The Marauders is a 1955 American Western film directed by Gerald Mayer and starring Dan Duryea, Jeff Richards, Keenan Wynn and Jarma Lewis.

Plot
Avery, who wears a Confederate Army uniform even though he didn't serve in the Civil War, demands that the men who work for rancher John Rutherford avenge him after Rutherford is killed trying to remove a squatter, Corey Everett, from his land.

A passing family, the Ferbers, are traveling by wagon. They meet Corey, who explains that he is homesteading, not squatting, and entitled to the property.
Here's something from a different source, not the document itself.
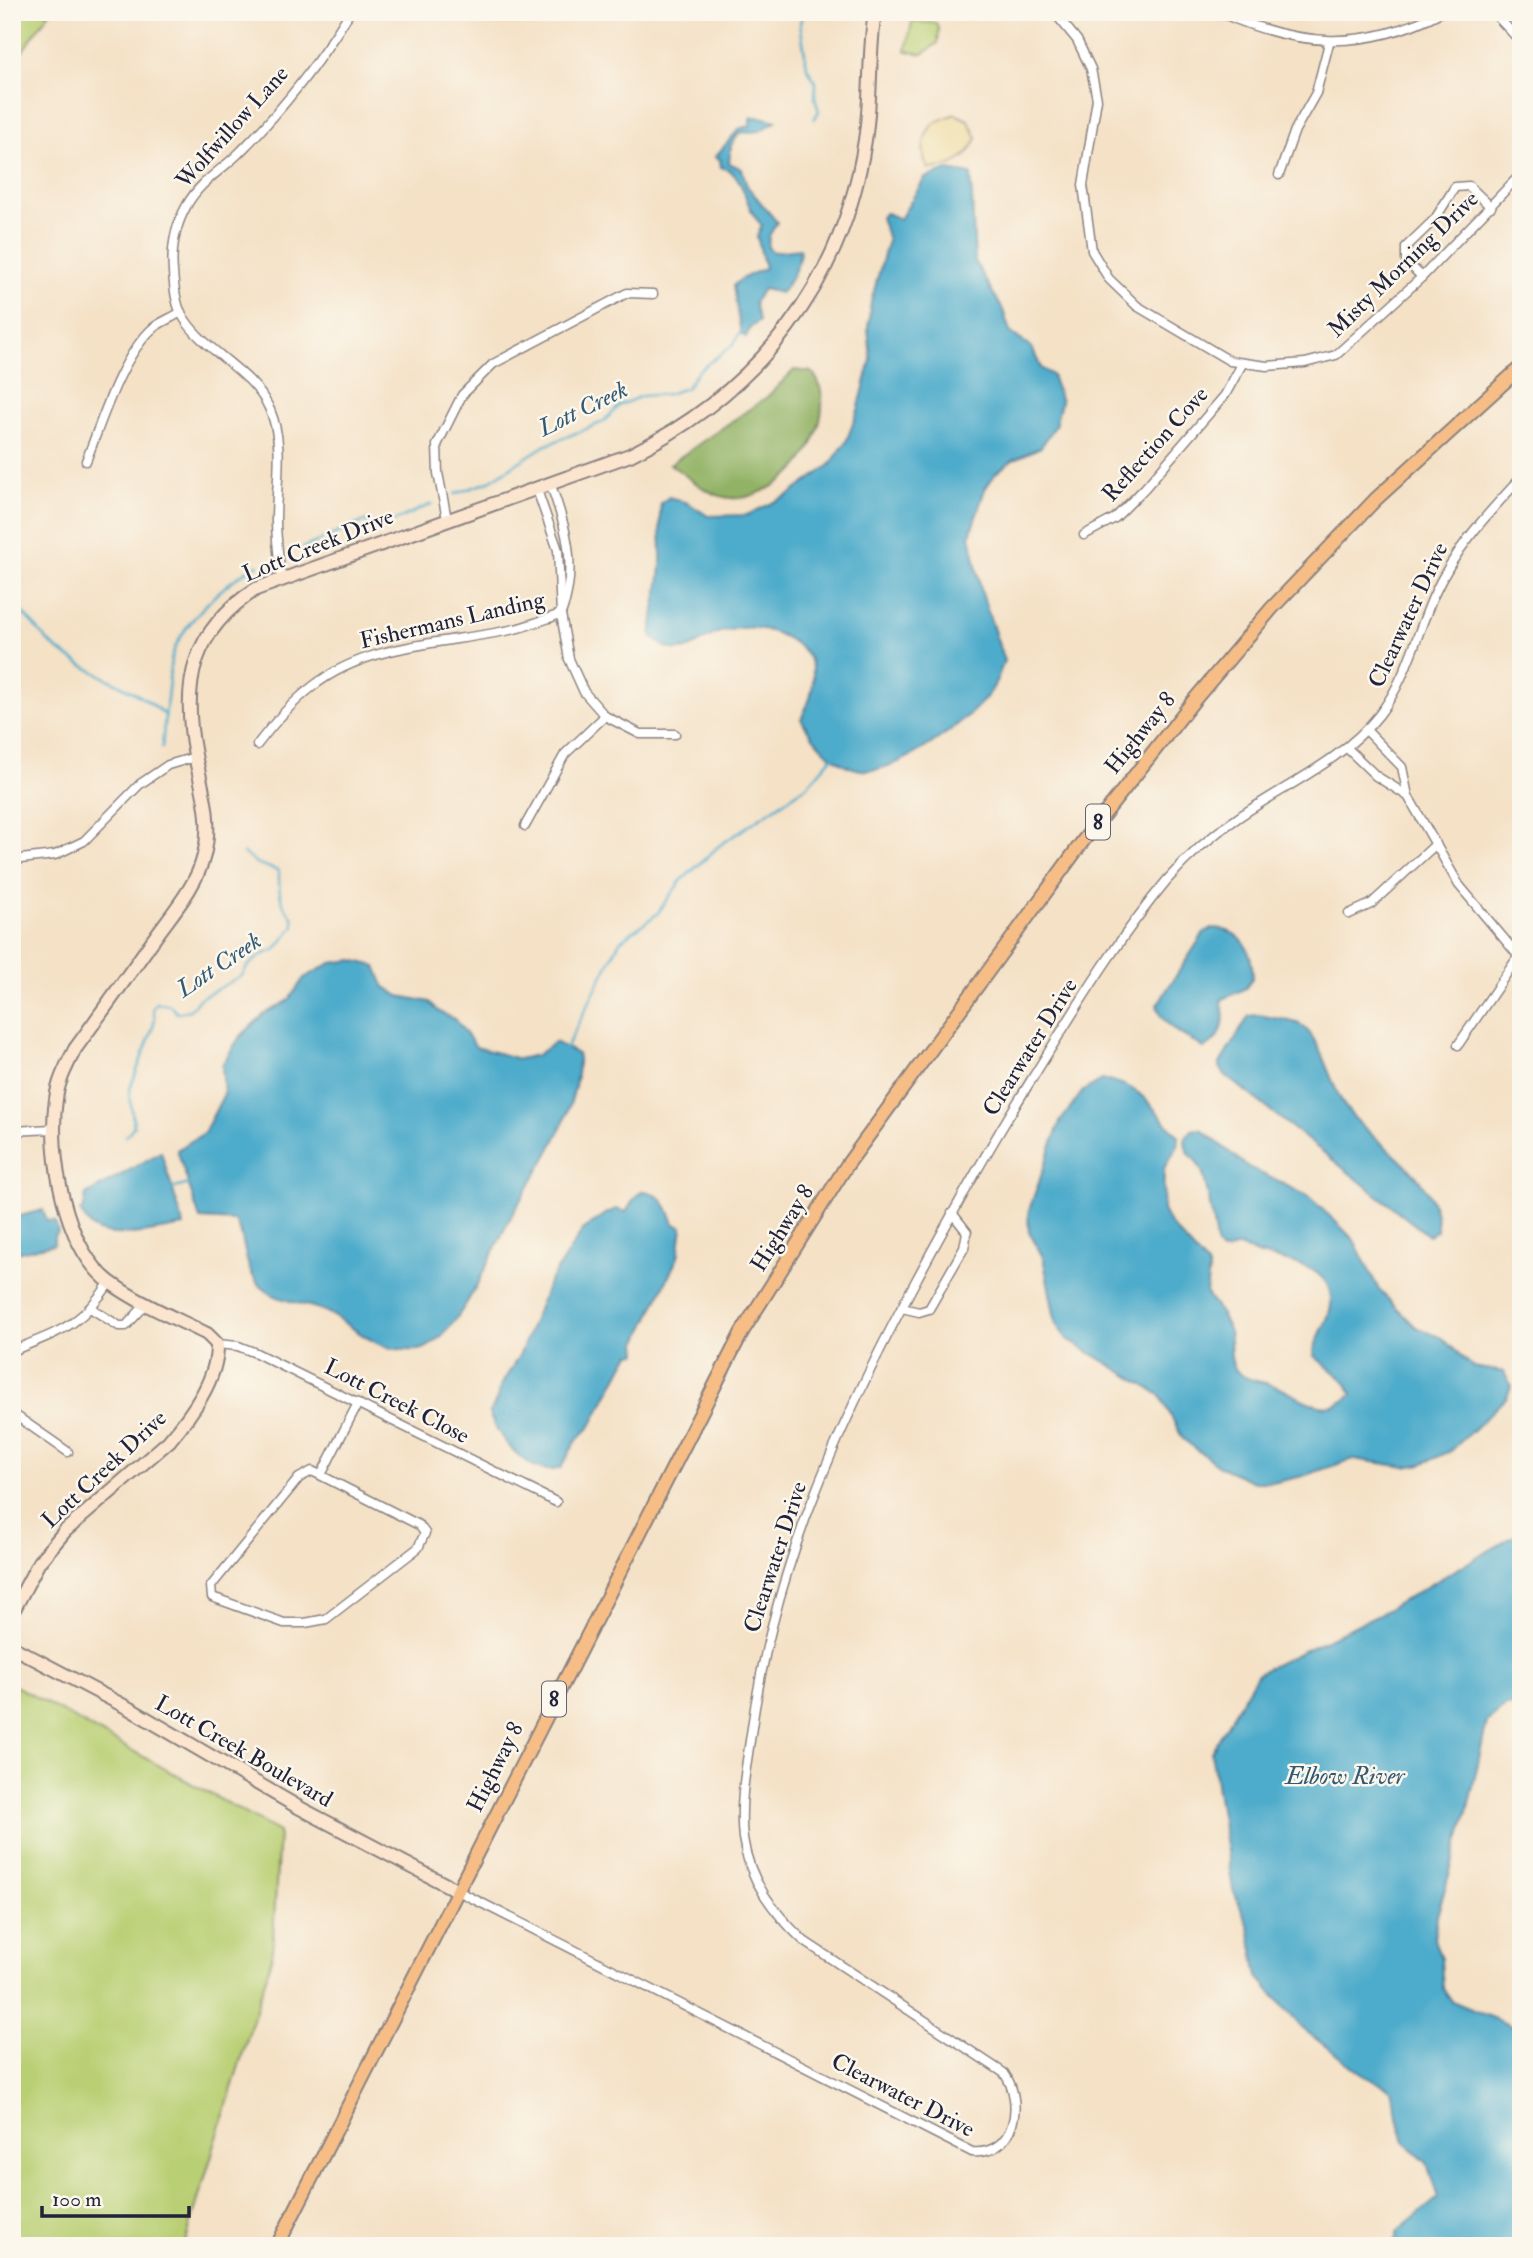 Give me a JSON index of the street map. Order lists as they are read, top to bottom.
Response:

Corey defended himself alone with dynamite after Rutherford's men attacked, but Avery became convinced that Corey had many men fighting by his side. He insists his men, led by ranch foreman Hook, call him "General" and obey his orders to launch another attack.
 
Hannah Ferber doesn't trust Corey at all. Her husband Louis is taken captive by Avery, who tortures and kills him, refusing to believe the truth that Corey is alone. Avery's men realize he is insane and intend to leave, so Avery destroys their water supply. Corey's water is now the only one within hundreds of miles.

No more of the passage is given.